▽
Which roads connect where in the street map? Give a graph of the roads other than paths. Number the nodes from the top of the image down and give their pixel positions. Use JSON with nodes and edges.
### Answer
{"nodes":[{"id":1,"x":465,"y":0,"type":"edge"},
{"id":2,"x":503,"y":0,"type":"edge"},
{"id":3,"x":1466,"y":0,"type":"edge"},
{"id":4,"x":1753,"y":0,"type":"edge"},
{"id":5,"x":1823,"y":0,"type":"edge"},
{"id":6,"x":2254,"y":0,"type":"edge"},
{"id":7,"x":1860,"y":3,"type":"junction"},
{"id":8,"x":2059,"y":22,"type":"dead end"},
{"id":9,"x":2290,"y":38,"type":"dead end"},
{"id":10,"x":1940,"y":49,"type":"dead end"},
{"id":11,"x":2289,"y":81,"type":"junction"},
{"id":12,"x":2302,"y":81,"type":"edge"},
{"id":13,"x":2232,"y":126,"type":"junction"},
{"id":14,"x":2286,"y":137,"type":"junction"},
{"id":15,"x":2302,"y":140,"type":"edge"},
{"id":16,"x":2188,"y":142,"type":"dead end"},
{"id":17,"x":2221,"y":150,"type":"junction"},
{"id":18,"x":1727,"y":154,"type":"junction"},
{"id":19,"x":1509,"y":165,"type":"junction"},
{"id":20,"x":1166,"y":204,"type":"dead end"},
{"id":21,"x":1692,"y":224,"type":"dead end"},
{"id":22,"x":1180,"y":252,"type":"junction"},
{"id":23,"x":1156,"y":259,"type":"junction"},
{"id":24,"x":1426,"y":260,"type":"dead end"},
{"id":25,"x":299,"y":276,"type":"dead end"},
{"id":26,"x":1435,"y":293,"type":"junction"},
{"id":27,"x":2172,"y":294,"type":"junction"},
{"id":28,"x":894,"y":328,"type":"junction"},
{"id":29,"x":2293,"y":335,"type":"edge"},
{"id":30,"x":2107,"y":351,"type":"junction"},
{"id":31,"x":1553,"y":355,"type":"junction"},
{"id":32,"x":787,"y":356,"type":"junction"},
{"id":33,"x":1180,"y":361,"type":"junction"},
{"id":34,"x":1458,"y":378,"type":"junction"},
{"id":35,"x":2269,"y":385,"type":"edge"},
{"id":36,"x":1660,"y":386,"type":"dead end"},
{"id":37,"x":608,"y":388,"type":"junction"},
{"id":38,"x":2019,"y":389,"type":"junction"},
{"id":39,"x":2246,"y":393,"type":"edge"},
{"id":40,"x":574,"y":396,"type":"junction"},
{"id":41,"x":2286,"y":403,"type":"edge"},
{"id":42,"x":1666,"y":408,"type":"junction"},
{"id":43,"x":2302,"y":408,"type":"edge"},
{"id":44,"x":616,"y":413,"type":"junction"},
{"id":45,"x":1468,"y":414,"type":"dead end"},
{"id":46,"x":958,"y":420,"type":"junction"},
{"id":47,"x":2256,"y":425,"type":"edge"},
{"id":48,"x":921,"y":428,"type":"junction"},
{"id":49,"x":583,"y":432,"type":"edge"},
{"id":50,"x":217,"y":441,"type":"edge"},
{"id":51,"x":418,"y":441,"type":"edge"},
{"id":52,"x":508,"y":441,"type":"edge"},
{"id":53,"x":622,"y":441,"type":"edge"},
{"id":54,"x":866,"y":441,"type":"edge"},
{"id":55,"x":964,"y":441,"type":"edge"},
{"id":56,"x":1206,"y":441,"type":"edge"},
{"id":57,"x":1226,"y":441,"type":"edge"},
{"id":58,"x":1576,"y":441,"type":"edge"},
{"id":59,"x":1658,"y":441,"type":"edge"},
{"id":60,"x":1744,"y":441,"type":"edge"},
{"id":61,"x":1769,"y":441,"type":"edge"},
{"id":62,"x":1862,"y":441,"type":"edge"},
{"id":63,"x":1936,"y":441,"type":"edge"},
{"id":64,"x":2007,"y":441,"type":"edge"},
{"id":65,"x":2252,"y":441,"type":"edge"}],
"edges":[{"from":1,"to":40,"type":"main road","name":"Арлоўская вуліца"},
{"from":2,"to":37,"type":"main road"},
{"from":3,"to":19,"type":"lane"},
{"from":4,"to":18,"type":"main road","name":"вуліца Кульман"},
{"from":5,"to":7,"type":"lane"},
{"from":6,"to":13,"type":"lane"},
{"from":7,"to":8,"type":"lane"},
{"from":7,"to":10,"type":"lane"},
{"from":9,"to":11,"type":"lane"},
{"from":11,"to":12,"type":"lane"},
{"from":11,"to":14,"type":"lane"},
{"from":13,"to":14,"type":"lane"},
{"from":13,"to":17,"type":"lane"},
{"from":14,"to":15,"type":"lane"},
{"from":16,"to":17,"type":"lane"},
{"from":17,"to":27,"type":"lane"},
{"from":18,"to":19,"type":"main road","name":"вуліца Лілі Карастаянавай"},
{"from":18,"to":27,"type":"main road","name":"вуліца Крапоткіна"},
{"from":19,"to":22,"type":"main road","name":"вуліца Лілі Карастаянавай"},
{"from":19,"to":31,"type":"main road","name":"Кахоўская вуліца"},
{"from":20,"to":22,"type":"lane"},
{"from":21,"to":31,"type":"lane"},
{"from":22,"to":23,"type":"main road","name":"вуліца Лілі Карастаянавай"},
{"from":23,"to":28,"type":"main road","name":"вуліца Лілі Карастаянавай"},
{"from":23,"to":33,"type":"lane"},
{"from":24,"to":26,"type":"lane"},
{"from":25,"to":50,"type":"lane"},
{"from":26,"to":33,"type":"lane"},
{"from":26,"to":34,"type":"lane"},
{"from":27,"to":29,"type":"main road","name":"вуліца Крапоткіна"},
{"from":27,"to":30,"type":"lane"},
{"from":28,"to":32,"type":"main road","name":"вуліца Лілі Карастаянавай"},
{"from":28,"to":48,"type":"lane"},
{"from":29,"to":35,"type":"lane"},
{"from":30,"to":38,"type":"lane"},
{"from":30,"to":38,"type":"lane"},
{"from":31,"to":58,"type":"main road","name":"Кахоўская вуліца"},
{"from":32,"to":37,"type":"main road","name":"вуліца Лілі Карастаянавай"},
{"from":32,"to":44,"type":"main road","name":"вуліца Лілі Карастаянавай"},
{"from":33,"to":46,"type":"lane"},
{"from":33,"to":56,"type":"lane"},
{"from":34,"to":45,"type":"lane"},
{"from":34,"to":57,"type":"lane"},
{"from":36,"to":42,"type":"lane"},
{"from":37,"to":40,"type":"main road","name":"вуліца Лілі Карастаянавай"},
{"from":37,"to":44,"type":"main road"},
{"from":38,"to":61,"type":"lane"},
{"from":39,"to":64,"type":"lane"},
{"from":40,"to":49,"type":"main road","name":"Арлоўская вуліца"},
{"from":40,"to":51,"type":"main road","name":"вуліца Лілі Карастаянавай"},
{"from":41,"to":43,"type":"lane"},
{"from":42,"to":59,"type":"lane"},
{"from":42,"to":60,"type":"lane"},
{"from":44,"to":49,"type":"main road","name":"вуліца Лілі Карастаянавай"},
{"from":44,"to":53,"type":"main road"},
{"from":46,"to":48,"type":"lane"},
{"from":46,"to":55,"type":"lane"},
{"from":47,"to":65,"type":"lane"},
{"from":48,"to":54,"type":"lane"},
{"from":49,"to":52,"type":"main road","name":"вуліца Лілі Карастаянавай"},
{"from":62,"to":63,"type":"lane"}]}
△
▶ _Exercise_
Copy out the entire listing above exactly.

▶ _Solution for this problem_
Which roads connect where in the street map? Give a graph of the roads other than paths. Number the nodes from the top of the image down and give their pixel positions. Use JSON with nodes and edges.
### Answer
{"nodes":[{"id":1,"x":465,"y":0,"type":"edge"},
{"id":2,"x":503,"y":0,"type":"edge"},
{"id":3,"x":1466,"y":0,"type":"edge"},
{"id":4,"x":1753,"y":0,"type":"edge"},
{"id":5,"x":1823,"y":0,"type":"edge"},
{"id":6,"x":2254,"y":0,"type":"edge"},
{"id":7,"x":1860,"y":3,"type":"junction"},
{"id":8,"x":2059,"y":22,"type":"dead end"},
{"id":9,"x":2290,"y":38,"type":"dead end"},
{"id":10,"x":1940,"y":49,"type":"dead end"},
{"id":11,"x":2289,"y":81,"type":"junction"},
{"id":12,"x":2302,"y":81,"type":"edge"},
{"id":13,"x":2232,"y":126,"type":"junction"},
{"id":14,"x":2286,"y":137,"type":"junction"},
{"id":15,"x":2302,"y":140,"type":"edge"},
{"id":16,"x":2188,"y":142,"type":"dead end"},
{"id":17,"x":2221,"y":150,"type":"junction"},
{"id":18,"x":1727,"y":154,"type":"junction"},
{"id":19,"x":1509,"y":165,"type":"junction"},
{"id":20,"x":1166,"y":204,"type":"dead end"},
{"id":21,"x":1692,"y":224,"type":"dead end"},
{"id":22,"x":1180,"y":252,"type":"junction"},
{"id":23,"x":1156,"y":259,"type":"junction"},
{"id":24,"x":1426,"y":260,"type":"dead end"},
{"id":25,"x":299,"y":276,"type":"dead end"},
{"id":26,"x":1435,"y":293,"type":"junction"},
{"id":27,"x":2172,"y":294,"type":"junction"},
{"id":28,"x":894,"y":328,"type":"junction"},
{"id":29,"x":2293,"y":335,"type":"edge"},
{"id":30,"x":2107,"y":351,"type":"junction"},
{"id":31,"x":1553,"y":355,"type":"junction"},
{"id":32,"x":787,"y":356,"type":"junction"},
{"id":33,"x":1180,"y":361,"type":"junction"},
{"id":34,"x":1458,"y":378,"type":"junction"},
{"id":35,"x":2269,"y":385,"type":"edge"},
{"id":36,"x":1660,"y":386,"type":"dead end"},
{"id":37,"x":608,"y":388,"type":"junction"},
{"id":38,"x":2019,"y":389,"type":"junction"},
{"id":39,"x":2246,"y":393,"type":"edge"},
{"id":40,"x":574,"y":396,"type":"junction"},
{"id":41,"x":2286,"y":403,"type":"edge"},
{"id":42,"x":1666,"y":408,"type":"junction"},
{"id":43,"x":2302,"y":408,"type":"edge"},
{"id":44,"x":616,"y":413,"type":"junction"},
{"id":45,"x":1468,"y":414,"type":"dead end"},
{"id":46,"x":958,"y":420,"type":"junction"},
{"id":47,"x":2256,"y":425,"type":"edge"},
{"id":48,"x":921,"y":428,"type":"junction"},
{"id":49,"x":583,"y":432,"type":"edge"},
{"id":50,"x":217,"y":441,"type":"edge"},
{"id":51,"x":418,"y":441,"type":"edge"},
{"id":52,"x":508,"y":441,"type":"edge"},
{"id":53,"x":622,"y":441,"type":"edge"},
{"id":54,"x":866,"y":441,"type":"edge"},
{"id":55,"x":964,"y":441,"type":"edge"},
{"id":56,"x":1206,"y":441,"type":"edge"},
{"id":57,"x":1226,"y":441,"type":"edge"},
{"id":58,"x":1576,"y":441,"type":"edge"},
{"id":59,"x":1658,"y":441,"type":"edge"},
{"id":60,"x":1744,"y":441,"type":"edge"},
{"id":61,"x":1769,"y":441,"type":"edge"},
{"id":62,"x":1862,"y":441,"type":"edge"},
{"id":63,"x":1936,"y":441,"type":"edge"},
{"id":64,"x":2007,"y":441,"type":"edge"},
{"id":65,"x":2252,"y":441,"type":"edge"}],
"edges":[{"from":1,"to":40,"type":"main road","name":"Арлоўская вуліца"},
{"from":2,"to":37,"type":"main road"},
{"from":3,"to":19,"type":"lane"},
{"from":4,"to":18,"type":"main road","name":"вуліца Кульман"},
{"from":5,"to":7,"type":"lane"},
{"from":6,"to":13,"type":"lane"},
{"from":7,"to":8,"type":"lane"},
{"from":7,"to":10,"type":"lane"},
{"from":9,"to":11,"type":"lane"},
{"from":11,"to":12,"type":"lane"},
{"from":11,"to":14,"type":"lane"},
{"from":13,"to":14,"type":"lane"},
{"from":13,"to":17,"type":"lane"},
{"from":14,"to":15,"type":"lane"},
{"from":16,"to":17,"type":"lane"},
{"from":17,"to":27,"type":"lane"},
{"from":18,"to":19,"type":"main road","name":"вуліца Лілі Карастаянавай"},
{"from":18,"to":27,"type":"main road","name":"вуліца Крапоткіна"},
{"from":19,"to":22,"type":"main road","name":"вуліца Лілі Карастаянавай"},
{"from":19,"to":31,"type":"main road","name":"Кахоўская вуліца"},
{"from":20,"to":22,"type":"lane"},
{"from":21,"to":31,"type":"lane"},
{"from":22,"to":23,"type":"main road","name":"вуліца Лілі Карастаянавай"},
{"from":23,"to":28,"type":"main road","name":"вуліца Лілі Карастаянавай"},
{"from":23,"to":33,"type":"lane"},
{"from":24,"to":26,"type":"lane"},
{"from":25,"to":50,"type":"lane"},
{"from":26,"to":33,"type":"lane"},
{"from":26,"to":34,"type":"lane"},
{"from":27,"to":29,"type":"main road","name":"вуліца Крапоткіна"},
{"from":27,"to":30,"type":"lane"},
{"from":28,"to":32,"type":"main road","name":"вуліца Лілі Карастаянавай"},
{"from":28,"to":48,"type":"lane"},
{"from":29,"to":35,"type":"lane"},
{"from":30,"to":38,"type":"lane"},
{"from":30,"to":38,"type":"lane"},
{"from":31,"to":58,"type":"main road","name":"Кахоўская вуліца"},
{"from":32,"to":37,"type":"main road","name":"вуліца Лілі Карастаянавай"},
{"from":32,"to":44,"type":"main road","name":"вуліца Лілі Карастаянавай"},
{"from":33,"to":46,"type":"lane"},
{"from":33,"to":56,"type":"lane"},
{"from":34,"to":45,"type":"lane"},
{"from":34,"to":57,"type":"lane"},
{"from":36,"to":42,"type":"lane"},
{"from":37,"to":40,"type":"main road","name":"вуліца Лілі Карастаянавай"},
{"from":37,"to":44,"type":"main road"},
{"from":38,"to":61,"type":"lane"},
{"from":39,"to":64,"type":"lane"},
{"from":40,"to":49,"type":"main road","name":"Арлоўская вуліца"},
{"from":40,"to":51,"type":"main road","name":"вуліца Лілі Карастаянавай"},
{"from":41,"to":43,"type":"lane"},
{"from":42,"to":59,"type":"lane"},
{"from":42,"to":60,"type":"lane"},
{"from":44,"to":49,"type":"main road","name":"вуліца Лілі Карастаянавай"},
{"from":44,"to":53,"type":"main road"},
{"from":46,"to":48,"type":"lane"},
{"from":46,"to":55,"type":"lane"},
{"from":47,"to":65,"type":"lane"},
{"from":48,"to":54,"type":"lane"},
{"from":49,"to":52,"type":"main road","name":"вуліца Лілі Карастаянавай"},
{"from":62,"to":63,"type":"lane"}]}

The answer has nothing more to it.